08: Outliers and Leverage

IMS, Ch. 7

Smith College

Feb 13, 2026

Recap

Sums of squares decomposition

\[ y_i - \bar{y} = y_i + (\hat{y}_i - \hat{y}_i) - \bar{y} \]

Rearrange terms:

\[ \underbrace{y_i - \bar{y}}_{\text{null residual}} = (\underbrace{y_i - \hat{y}_i}_{\text{model residual}}) + (\underbrace{\hat{y}_i - \bar{y}}_{\text{model improvement}}) \]

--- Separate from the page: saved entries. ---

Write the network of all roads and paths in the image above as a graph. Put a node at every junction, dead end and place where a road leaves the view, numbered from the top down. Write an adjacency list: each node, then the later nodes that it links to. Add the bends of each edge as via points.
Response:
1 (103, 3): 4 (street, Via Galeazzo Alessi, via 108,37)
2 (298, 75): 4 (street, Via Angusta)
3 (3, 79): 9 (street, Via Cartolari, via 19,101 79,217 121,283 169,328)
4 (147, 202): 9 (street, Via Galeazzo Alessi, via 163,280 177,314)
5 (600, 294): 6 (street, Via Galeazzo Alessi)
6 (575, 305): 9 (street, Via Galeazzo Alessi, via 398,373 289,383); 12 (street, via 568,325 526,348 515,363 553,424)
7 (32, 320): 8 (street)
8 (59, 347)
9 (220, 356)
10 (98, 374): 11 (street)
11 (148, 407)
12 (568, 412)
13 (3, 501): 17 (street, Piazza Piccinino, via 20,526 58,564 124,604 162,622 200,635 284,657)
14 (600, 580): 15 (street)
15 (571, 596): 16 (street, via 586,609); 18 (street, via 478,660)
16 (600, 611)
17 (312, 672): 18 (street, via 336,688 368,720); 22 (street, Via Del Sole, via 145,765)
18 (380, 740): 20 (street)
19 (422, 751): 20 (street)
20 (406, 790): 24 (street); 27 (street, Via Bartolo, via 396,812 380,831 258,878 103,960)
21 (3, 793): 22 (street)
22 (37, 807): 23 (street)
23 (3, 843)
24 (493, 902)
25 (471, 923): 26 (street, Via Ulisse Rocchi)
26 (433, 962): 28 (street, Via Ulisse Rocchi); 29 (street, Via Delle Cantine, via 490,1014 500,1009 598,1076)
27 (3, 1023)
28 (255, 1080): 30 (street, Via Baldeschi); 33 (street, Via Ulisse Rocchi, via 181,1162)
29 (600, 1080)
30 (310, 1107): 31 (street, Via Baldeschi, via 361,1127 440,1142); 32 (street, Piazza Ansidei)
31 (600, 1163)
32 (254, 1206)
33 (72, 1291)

It can be shown that (not obvious):

\[ \underbrace{\sum_{i} (y_i - \bar{y})^2}_{SST} = \underbrace{\sum_{i} (y_i - \hat{y}_i)^2}_{SSE} + \underbrace{\sum_{i} (\hat{y}_i - \bar{y})^2}_{SSM} \]

Warmup

Body dimensions

Consider the relationship between weight (kilograms) and height (centimeters) of 507 physically active individuals.

library(tidyverse)
library(openintro)
data_space <- ggplot(bdims, aes(x = hgt, y = wgt)) +
  geom_point() + 
  geom_smooth(method = "lm", se = 0) + 
  scale_x_continuous("Height (cm)") + 
  scale_y_continuous("Weight (kg)")

Body dimensions

data_space
lm(wgt ~ hgt, data = bdims) |>
  coef()
(Intercept)         hgt 
-105.011254    1.017617 

Your turn: Body dimensions

  • Describe the relationship between height and weight.
  • Write the equation of the regression line
  • Interpret the slope and intercept in context
  • The correlation coefficient for height and weight is 0.72. Calculate \(R^2\) and interpret it in context.

Outliers, Leverage, and Influence

Outliers

  • outlier: an observation that doesn’t seem to fit the general pattern of the data
  • An observation with an extreme value of the explanatory variable is a point of high leverage
  • A high leverage point that exerts disproportionate influence on the slope of the regression line is an influential point
  • important to identify
  • must understand role in determining the regression line
  • don’t just throw them out without a good reason!

True or False?

  • High leverage points always change the intercept of the regression line
  • High leverage points are always close to \(\bar{x}\)
  • It is much more likely for a low leverage point to be influential, than a high leverage point

Regression with categorical variable

One Categorical Explanatory Variable

Recall the RailTrail example

  • \(weekday\) is binary and takes on the values 0 and 1
  • [Such variables are often called indicator variables (by mathematicians) or dummy variables (by economists).]
  • A model using weekday has the form:

\[ \widehat{volume} = \hat{\beta}_0 + \hat{\beta}_1 \cdot weekday \]

RailTrail with weekday

library(mosaic)
ggplot(RailTrail, aes(y = volume, x = weekday)) + 
  geom_jitter(width = 0.05, height = 0)
lm(volume ~ weekday, data = RailTrail) |>
  coef()
(Intercept) weekdayTRUE 
  430.71429   -80.29493 

Your turn: RailTrail predictions

  • How many riders does the model expect will visit the RailTrail on a weekday?
  • What about a weekend?
  • What if it’s 80 degrees out?
  • How would you draw this model on the scatterplot?
  • Estimate the \(R^2\) for this model. Is it greater or less than the \(R^2\) for the model with temperature as an explanatory variable?